Task: Below are the records. Count the lines containing the string "their", and reply with the number alone.
---------------
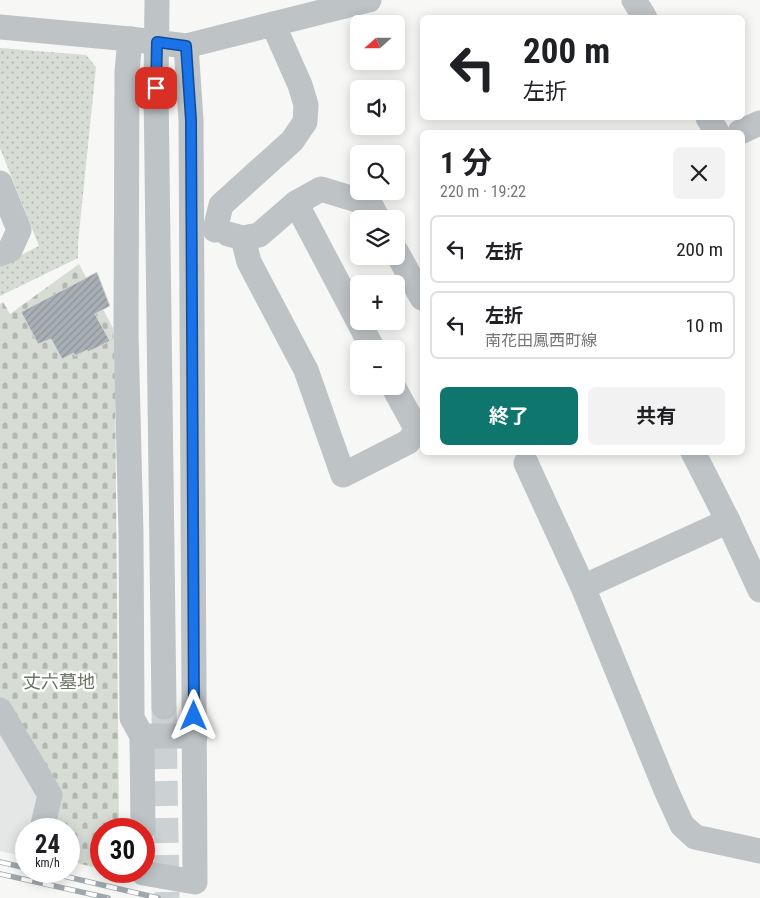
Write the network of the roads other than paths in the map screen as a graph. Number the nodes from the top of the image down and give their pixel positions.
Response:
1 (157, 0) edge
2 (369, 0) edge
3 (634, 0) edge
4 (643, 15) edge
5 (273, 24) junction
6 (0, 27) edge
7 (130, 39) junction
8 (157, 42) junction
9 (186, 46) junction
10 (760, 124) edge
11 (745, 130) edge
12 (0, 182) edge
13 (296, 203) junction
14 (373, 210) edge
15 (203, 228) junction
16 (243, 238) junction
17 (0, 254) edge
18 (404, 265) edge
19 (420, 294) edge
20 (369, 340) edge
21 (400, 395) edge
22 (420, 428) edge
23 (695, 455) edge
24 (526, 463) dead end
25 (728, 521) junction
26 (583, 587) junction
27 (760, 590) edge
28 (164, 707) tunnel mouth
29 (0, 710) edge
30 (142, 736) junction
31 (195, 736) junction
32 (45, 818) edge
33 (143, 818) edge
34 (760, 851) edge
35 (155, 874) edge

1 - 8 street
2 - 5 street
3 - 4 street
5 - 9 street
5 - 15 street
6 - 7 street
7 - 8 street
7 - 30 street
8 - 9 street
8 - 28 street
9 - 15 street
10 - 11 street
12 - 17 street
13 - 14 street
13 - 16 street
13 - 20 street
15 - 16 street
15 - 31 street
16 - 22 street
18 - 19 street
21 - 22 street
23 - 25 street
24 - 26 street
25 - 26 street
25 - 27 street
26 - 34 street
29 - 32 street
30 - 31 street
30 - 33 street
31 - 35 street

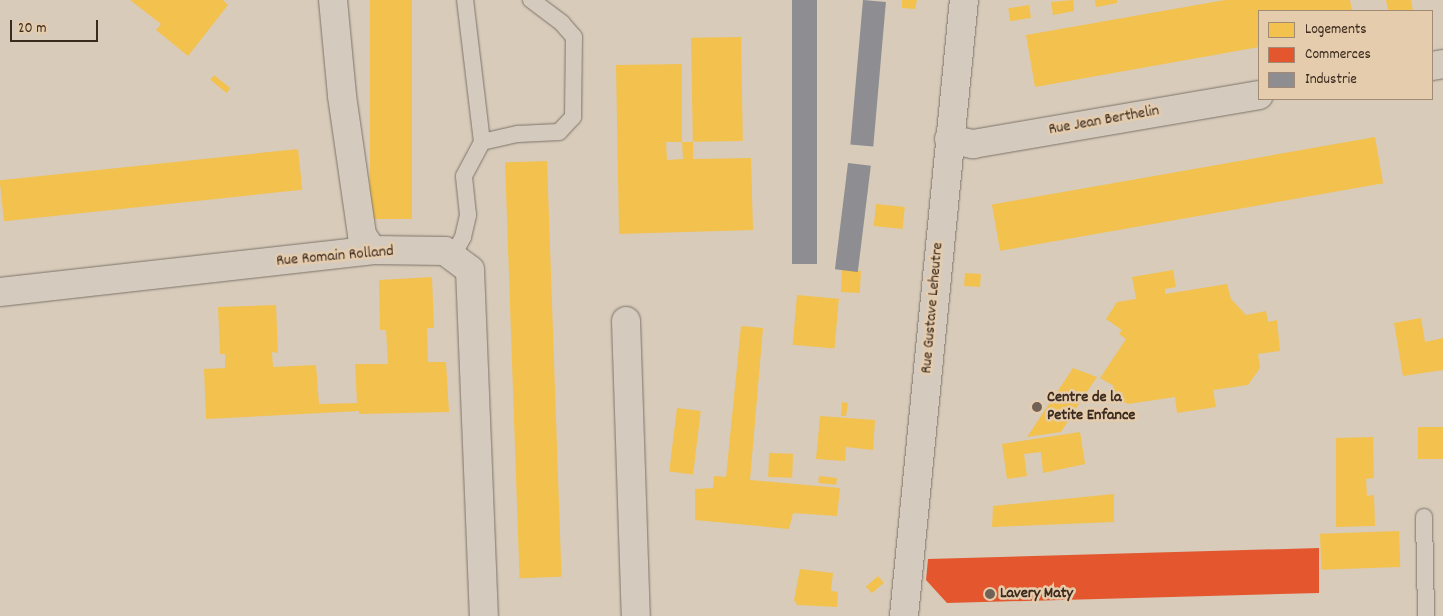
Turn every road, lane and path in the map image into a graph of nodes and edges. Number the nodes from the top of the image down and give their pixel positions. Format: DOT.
---------------
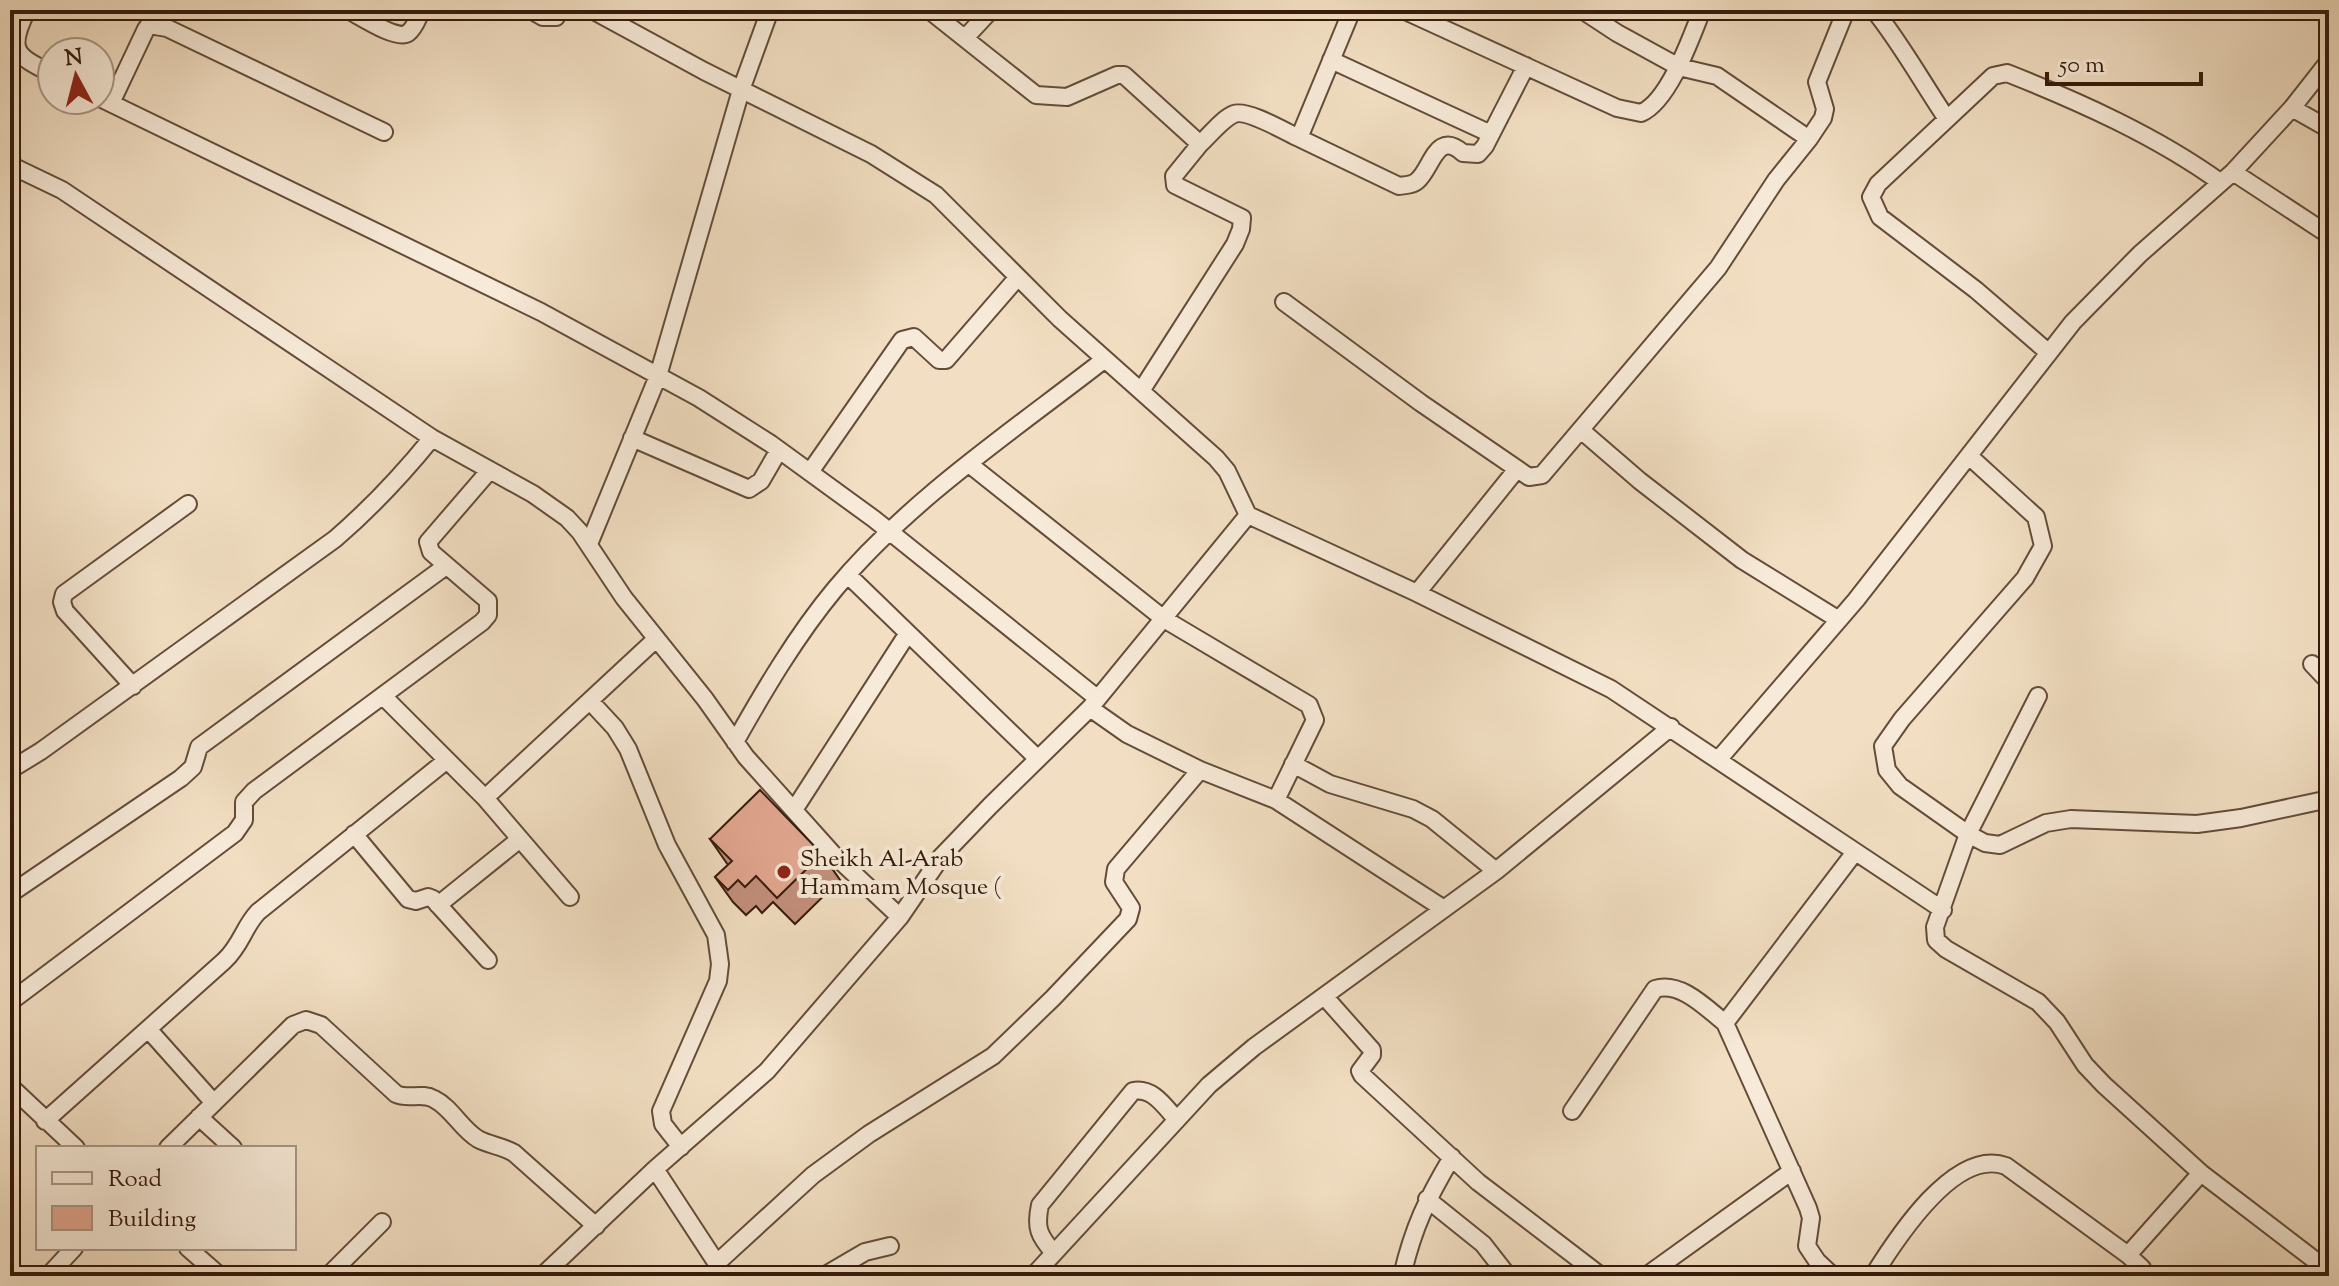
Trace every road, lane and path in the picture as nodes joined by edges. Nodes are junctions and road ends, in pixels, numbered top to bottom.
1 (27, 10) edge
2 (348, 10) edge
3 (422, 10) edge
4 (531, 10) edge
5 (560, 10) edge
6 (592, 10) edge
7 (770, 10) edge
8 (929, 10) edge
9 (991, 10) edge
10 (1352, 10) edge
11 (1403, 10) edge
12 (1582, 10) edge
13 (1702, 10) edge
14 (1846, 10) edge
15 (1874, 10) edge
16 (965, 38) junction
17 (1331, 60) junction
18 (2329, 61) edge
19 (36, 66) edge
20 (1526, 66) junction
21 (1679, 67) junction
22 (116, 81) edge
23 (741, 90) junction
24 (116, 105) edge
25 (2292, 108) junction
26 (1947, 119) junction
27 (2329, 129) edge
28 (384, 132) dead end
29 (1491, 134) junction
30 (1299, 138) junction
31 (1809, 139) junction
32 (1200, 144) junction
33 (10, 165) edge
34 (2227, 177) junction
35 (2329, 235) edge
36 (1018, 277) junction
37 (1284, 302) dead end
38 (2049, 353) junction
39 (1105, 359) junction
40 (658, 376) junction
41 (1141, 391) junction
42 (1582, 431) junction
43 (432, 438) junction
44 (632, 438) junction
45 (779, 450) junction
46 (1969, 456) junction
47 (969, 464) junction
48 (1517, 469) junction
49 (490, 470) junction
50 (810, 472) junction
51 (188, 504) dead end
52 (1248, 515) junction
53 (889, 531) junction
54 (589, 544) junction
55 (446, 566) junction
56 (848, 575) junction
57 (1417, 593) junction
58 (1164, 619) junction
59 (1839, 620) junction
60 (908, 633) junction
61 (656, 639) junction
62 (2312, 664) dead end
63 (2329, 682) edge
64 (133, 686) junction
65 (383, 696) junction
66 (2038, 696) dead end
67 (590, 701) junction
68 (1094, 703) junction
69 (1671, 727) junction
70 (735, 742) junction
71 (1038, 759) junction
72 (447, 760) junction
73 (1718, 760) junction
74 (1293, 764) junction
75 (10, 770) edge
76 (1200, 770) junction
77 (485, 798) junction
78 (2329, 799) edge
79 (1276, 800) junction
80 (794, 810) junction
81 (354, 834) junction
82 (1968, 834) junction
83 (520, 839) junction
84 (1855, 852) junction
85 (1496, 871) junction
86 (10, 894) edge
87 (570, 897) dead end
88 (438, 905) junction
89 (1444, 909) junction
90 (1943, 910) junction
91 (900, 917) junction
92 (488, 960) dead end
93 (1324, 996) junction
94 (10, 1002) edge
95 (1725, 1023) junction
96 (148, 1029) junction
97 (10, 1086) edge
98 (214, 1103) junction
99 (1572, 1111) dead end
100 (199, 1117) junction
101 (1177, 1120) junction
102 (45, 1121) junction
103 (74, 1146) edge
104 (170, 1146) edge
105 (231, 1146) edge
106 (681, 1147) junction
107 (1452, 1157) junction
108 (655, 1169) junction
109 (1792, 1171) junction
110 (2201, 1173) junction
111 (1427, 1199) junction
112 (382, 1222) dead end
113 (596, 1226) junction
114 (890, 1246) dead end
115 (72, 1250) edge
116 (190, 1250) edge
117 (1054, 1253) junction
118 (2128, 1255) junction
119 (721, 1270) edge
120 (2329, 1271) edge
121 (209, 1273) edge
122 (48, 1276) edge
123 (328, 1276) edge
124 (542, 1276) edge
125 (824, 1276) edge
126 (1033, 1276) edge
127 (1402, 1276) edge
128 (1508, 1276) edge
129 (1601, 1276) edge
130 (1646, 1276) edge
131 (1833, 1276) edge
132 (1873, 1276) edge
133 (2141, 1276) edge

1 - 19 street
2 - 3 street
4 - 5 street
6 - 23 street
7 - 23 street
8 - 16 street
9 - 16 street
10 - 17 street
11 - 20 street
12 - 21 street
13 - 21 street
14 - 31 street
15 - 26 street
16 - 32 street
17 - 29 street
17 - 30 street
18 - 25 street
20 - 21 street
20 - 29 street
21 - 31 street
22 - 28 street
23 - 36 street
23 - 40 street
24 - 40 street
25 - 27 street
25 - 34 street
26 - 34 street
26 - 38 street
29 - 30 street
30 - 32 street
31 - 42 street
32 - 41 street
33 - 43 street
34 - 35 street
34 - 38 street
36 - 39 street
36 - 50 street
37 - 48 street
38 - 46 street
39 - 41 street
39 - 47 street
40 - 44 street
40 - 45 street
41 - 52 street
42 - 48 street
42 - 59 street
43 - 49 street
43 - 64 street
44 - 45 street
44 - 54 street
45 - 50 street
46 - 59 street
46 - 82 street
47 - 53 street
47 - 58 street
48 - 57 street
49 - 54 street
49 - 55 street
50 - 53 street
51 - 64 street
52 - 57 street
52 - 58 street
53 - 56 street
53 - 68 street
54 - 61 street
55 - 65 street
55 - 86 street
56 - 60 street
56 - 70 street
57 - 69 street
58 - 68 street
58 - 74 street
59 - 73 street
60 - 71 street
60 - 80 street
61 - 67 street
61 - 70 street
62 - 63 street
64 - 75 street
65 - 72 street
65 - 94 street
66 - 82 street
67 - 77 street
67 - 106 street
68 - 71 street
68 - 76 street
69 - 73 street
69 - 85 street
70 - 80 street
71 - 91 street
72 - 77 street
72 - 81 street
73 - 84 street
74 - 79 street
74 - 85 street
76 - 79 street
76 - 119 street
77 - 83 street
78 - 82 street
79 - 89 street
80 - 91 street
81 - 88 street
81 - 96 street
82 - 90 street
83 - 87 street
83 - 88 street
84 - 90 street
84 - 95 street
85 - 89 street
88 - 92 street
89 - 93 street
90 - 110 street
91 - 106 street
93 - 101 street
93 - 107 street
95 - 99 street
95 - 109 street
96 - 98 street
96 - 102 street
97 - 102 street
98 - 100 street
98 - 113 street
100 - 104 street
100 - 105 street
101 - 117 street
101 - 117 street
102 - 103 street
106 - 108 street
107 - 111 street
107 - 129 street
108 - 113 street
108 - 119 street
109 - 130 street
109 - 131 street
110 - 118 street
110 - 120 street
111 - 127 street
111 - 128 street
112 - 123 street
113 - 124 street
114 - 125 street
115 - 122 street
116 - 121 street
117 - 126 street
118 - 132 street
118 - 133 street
---------------
Response to the task: 2